We stayed in a guesthouse a stone’s throw away from the Guri Amir mausoleum (the tomb of Amir Timur, sometimes known as Tamerlaine). The house was built in a traditional style around a courtyard, with fruit trees to offer shade. From the bedroom door we could reach out and pluck fat, juicy cherries to eat. At breakfast, served at a communal table in a second white-washed courtyard, we devoured fresh bread, homemade mulberry and rose petal jams, pastries, potato cakes and crepes. It was a perfect start to each day.

Quite understandably, it is the Registan that attracts the most attention in Samarkand. This exquisite collection of mosques and madrassas (Islamic schools) is arranged dramatically on three sides of a square, with the archways of the principal buildings rising up imposingly. Although the buildings themselves are brick-built, every inch of their facades are richly tiled. The majority of the tile work features the geometric patterns typical on Islamic buildings, but there is one notable exception: there are two orange tigers staring down at you from the corner panels of the archway to the right.

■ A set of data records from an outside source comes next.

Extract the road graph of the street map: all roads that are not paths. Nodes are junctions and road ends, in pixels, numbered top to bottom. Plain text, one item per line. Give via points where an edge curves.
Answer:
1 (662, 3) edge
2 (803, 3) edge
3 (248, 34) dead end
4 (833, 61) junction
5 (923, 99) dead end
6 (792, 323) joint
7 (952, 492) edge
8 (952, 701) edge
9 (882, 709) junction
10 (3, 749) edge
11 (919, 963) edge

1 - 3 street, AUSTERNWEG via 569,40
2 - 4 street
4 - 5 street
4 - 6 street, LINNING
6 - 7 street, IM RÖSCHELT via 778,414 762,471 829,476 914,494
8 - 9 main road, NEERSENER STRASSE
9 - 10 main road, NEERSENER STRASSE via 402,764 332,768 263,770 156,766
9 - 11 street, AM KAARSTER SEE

My favourite discovery, however, is far less frequented. On the furthest edge of the city’s graveyard, having disturbed a few sleepy marmots and an occasional snake, we discovered a row of domed tombs, the earliest of which dates from the 1300s. The place is quiet – there wasn’t another tourist in sight – and so, as we walked, it felt timeless. The tiles were a combination of a deep royal blue and shades of turquoise, all with an immaculate sheen that caught the evening light. A solitary figure, possibly an Imam, appeared briefly, paused to look along the length of the paved avenue between the tombs, and then disappeared as suddenly as he had come. The last of the day’s light faded and we wandered home entranced.